Crowdfunding Sites: Are they an option?
If a serious financial hit was the result of a tragedy or major medical issues—like cancer or another serious illness or injury—sites like GoFundMe can allow you to crowdsource funds by sharing the story and the events that led you to seeking help. These sites have increased in popularity over the years, but they also have been abused and misused by those who want money without any strings attached.
Sites like GoFundMe only should be used for serious situations and should be a last resort. GoFundMe sites are typically started to help families with funeral costs, cancer treatments or other tragedies. They should not be used to avoid financial obligations.
GoFundMe stories that exemplify the point of the site–and crowdfunding–include a fundraising effort that was started to assist a wounded police officer’s family to cover future health expenses and other needs. A GoFundMe page and fundraising effort also has been used to help Tia Coleman, who lost nine family members in the Branson, Mo. duck boat tragedy.

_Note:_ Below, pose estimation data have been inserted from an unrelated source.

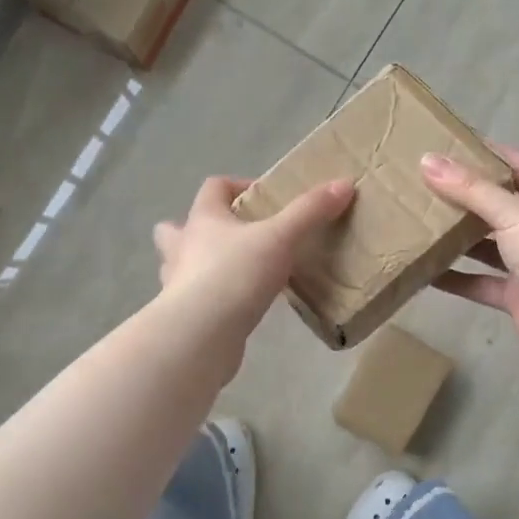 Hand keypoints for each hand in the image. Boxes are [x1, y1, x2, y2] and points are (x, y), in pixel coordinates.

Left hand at [154, 176, 354, 344]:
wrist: (201, 335)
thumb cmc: (235, 274)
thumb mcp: (281, 238)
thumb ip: (310, 212)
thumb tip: (343, 184)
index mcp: (204, 219)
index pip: (213, 187)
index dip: (237, 185)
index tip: (265, 198)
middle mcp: (183, 247)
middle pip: (175, 227)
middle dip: (199, 228)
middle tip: (234, 237)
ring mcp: (178, 283)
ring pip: (181, 265)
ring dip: (200, 265)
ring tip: (233, 272)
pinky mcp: (185, 316)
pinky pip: (197, 298)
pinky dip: (213, 298)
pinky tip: (237, 307)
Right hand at [421, 145, 518, 363]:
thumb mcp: (514, 212)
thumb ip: (470, 189)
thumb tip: (426, 160)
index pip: (515, 164)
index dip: (484, 153)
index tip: (445, 145)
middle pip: (498, 203)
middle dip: (464, 196)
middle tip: (421, 184)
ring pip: (487, 244)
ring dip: (457, 238)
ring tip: (417, 223)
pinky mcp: (516, 294)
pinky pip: (479, 281)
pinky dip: (456, 278)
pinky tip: (424, 272) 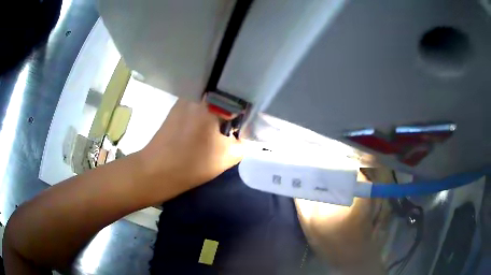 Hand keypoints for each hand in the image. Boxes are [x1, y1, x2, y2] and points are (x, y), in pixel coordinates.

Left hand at [140, 99, 243, 189]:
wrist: (156, 171)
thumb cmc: (192, 163)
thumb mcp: (227, 157)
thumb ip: (242, 143)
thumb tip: (241, 135)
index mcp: (213, 102)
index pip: (239, 100)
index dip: (246, 113)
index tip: (246, 125)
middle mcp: (199, 94)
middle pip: (223, 97)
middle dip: (231, 111)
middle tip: (234, 128)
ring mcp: (184, 100)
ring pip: (209, 102)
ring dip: (216, 113)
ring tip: (218, 130)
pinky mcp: (175, 108)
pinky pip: (197, 106)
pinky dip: (203, 115)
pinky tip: (202, 130) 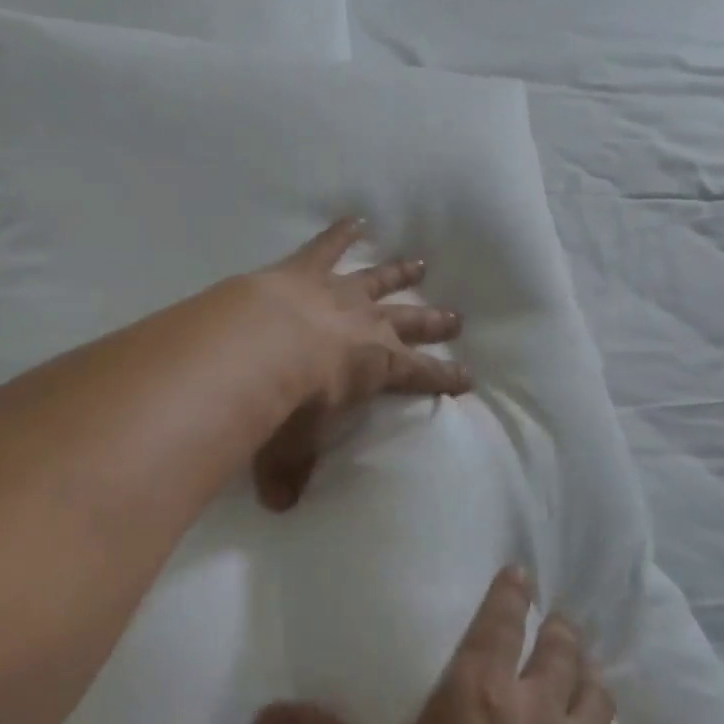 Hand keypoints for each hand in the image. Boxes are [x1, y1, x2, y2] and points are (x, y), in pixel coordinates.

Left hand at [248, 218, 471, 510]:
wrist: (256, 348)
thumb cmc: (285, 405)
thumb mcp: (289, 449)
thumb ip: (287, 475)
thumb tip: (279, 506)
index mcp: (376, 368)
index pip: (420, 375)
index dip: (444, 377)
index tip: (467, 377)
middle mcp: (367, 325)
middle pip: (408, 322)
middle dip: (433, 322)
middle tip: (456, 316)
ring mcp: (338, 292)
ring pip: (378, 279)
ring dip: (399, 273)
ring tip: (420, 262)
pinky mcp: (304, 270)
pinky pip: (327, 246)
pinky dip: (341, 232)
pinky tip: (354, 218)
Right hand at [252, 568, 665, 723]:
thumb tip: (261, 715)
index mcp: (481, 692)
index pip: (500, 623)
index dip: (512, 594)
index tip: (523, 572)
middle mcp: (538, 706)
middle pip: (559, 650)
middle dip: (560, 629)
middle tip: (561, 619)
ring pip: (598, 694)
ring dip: (593, 677)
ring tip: (589, 668)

Before you begin your donation site, know that:
- Crowdfunding/donation sites are not lenders and should only be used for major emergencies (serious illnesses and tragedies).
- There may be tax issues with crowdsourcing, so discuss all tax implications with your accountant.
- You need to be honest about your needs; don’t EVER use dishonest tactics or misrepresent your situation, otherwise you might find yourself at the center of legal issues or even a criminal investigation.
Your credit score tells banks and financial institution about risk level; a low score puts you into the subprime category and typically carries higher interest rates to compensate for the higher level of risk taken by the lender. However, subprime loans aren’t the only option for individuals with poor credit that need cash now. Loans from friends or family, private or personal lenders, home equity lines of credit or even payday and title loans also offer cash-strapped families a means to obtain the financial help they need. These loans also may carry high interest rates, so If you can’t afford the repayment terms, then you absolutely should not agree to the loan. Research your options and find the right loan and lender that fits your budget and allows you to have access to the funds you need now.